Moving to our non-solar business. Our Sella 2 factory ramp-up is on schedule, and we are shipping sales from the new factory to our customers. The sale we are shipping, which will also be incorporated into our residential and commercial batteries, is designed and optimized for stationary energy storage application, and can reach up to 8,000 cycles, has high energy density and high power throughput through a wide temperature range. Our E-Mobility revenues continue at a steady rate as we continue to supply powertrain units to Stellantis. In parallel, we are engaged in additional electrification opportunities, however, at a lower scale than initially anticipated, which has led to the write-off of intangible assets related to the original acquisition of this division as will be further detailed by Ronen.

Before I hand the call over to Ronen, I would like to update on our plans for U.S. manufacturing. We are executing a plan for U.S. domestic manufacturing of inverters and optimizers on the basis of a combination of contract manufacturing and owned facilities. We expect first products to be manufactured in the third quarter of 2023 and are aiming for the majority of the IRA credited residential and commercial products for the U.S. market to be manufactured domestically by the second half of 2024. Some of the details of this plan are still dependent on the impending clarifications from the treasury. To summarize my remarks, we are pleased with the growth we have seen in the fourth quarter and the entire year, which are a result of our global presence and multi-segment approach.

We believe this approach will serve us well during some of the market transition expected -- transitions expected in 2023. And now I will hand it over to Ronen.

Ronen Faier: Thank you, Zvi, and good afternoon, everyone. This financial review includes the GAAP and non-GAAP discussion. Full reconciliation of the pro forma to GAAP results discussed on this call is available on our website and in the press release issued today. Segment profit is comprised of gross profit for the segment less operating expenses that do not include amortization of purchased intangible assets, impairments of goodwill and intangible assets stock-based compensation expenses and certain other items. Before I start the financial review for the quarter, I would like to address two issues that impacted our GAAP financials while having minimal to no effect on our non-GAAP results. As part of our year-end procedures, we addressed the existence and valuation of intangible assets related to our past acquisitions.

While as mentioned by Zvi, our E-Mobility divisions continue to deliver products and is part of our future strategy. Following our financial and business analysis, we came to the conclusion that the intangible assets related to this business which included mostly goodwill, is no longer justified.
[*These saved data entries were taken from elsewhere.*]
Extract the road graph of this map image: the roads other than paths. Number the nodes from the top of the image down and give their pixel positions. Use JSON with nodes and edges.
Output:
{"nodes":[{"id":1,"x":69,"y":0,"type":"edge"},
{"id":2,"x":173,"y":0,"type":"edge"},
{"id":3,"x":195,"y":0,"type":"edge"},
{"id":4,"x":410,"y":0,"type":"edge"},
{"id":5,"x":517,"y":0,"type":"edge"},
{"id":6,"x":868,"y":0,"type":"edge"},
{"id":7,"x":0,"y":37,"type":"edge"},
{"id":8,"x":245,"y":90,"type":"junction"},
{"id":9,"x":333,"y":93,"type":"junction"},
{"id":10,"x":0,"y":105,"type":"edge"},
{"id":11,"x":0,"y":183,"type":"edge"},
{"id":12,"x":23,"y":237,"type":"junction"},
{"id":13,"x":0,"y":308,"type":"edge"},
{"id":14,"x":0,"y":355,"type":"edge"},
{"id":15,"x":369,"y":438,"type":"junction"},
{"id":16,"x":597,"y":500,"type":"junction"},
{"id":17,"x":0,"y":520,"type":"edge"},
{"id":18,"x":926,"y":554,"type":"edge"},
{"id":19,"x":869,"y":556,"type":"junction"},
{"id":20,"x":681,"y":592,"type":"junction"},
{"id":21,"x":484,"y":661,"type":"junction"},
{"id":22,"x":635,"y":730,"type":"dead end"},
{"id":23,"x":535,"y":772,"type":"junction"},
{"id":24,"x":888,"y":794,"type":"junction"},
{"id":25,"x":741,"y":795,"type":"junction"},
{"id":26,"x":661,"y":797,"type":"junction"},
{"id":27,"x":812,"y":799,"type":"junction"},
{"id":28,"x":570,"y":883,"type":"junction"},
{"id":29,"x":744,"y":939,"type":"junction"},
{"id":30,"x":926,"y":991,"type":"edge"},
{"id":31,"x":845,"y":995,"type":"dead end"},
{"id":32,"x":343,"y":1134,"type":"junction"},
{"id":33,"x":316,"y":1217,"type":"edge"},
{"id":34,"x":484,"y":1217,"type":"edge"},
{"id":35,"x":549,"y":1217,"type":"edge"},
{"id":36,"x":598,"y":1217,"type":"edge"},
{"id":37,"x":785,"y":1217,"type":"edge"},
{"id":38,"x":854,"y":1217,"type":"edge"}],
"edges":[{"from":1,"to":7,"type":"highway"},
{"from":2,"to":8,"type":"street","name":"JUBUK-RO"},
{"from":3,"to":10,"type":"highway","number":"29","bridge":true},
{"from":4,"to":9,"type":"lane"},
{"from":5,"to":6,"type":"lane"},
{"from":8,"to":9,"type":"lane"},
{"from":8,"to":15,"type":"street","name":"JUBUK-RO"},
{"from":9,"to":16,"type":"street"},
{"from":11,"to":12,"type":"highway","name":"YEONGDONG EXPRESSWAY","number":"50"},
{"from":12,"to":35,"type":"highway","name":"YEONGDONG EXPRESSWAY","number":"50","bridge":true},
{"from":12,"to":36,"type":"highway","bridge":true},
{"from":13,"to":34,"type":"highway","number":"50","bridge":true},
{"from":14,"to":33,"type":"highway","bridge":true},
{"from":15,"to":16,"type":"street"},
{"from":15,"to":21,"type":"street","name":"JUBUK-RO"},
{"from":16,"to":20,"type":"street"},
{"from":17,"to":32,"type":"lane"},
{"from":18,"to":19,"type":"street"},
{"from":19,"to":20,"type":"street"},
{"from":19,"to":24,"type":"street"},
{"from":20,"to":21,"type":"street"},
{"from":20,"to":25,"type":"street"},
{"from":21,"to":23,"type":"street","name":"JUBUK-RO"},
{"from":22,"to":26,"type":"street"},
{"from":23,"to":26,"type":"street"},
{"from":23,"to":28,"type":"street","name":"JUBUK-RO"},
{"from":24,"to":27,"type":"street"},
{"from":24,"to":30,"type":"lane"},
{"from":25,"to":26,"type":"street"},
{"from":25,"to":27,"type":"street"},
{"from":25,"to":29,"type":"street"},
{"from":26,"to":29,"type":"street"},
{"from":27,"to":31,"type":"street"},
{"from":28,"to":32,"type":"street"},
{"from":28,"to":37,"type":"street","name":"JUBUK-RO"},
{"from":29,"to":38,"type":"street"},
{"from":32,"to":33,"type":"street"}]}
As such, we have written off this quarter a GAAP amount of $107.4 million representing our entire intangible assets related to this acquisition. In addition, we wrote off intangible assets in the amount of $7 million related to our automation machine business that continues to operate as usual. The second noteworthy item is related to tax expenses. Under the Israeli tax regime, an Israeli corporation with sales of over 10 billion new Israeli shekels, approximately $3.1 billion is subject to reduced corporate tax of 6% on income derived from technological products.

Following our growth this year, we have crossed this threshold and we are, therefore, eligible for such benefits. The impact on our actual taxes reflected both in our GAAP and our non-GAAP results is minimal since whatever expenses saved in Israel are paid in the United States in the form of GILTI tax. However, the impact on value of our deferred tax assets in Israel is significant since we will be able to utilize these tax assets at the lower corporate tax regime. Turning now to our quarterly review. Total revenues for the fourth quarter were a record $890.7 million a 6% increase compared to $836.7 million last quarter and a 61% increase compared to $551.9 million for the same quarter last year. Revenues from our solar segment, which include the sales of residential batteries were a record $837 million, a 6% increase compared to $788.6 million last quarter and a 66% increase compared to $502.7 million for the same quarter last year.

Solar revenues from the United States this quarter were $305.5 million, a 21% increase from the last quarter and a 19% increase from the same quarter last year, representing 36% of our solar revenues. Solar revenues from Europe were $473 million, a 1% decrease from the last quarter and 145% increase from the same quarter last year, representing 57% of our solar revenues. While we sold less batteries in Europe this quarter due to seasonal factors, our inverters and optimizers revenues in Europe grew this quarter by 26% compared to the last quarter. This quarter, we saw record revenue in the Netherlands, Spain and France. Rest of the World solar revenues were $58.5 million, a 5% decrease compared to the last quarter and a 12% increase from the last year, representing 7% of our total solar revenues.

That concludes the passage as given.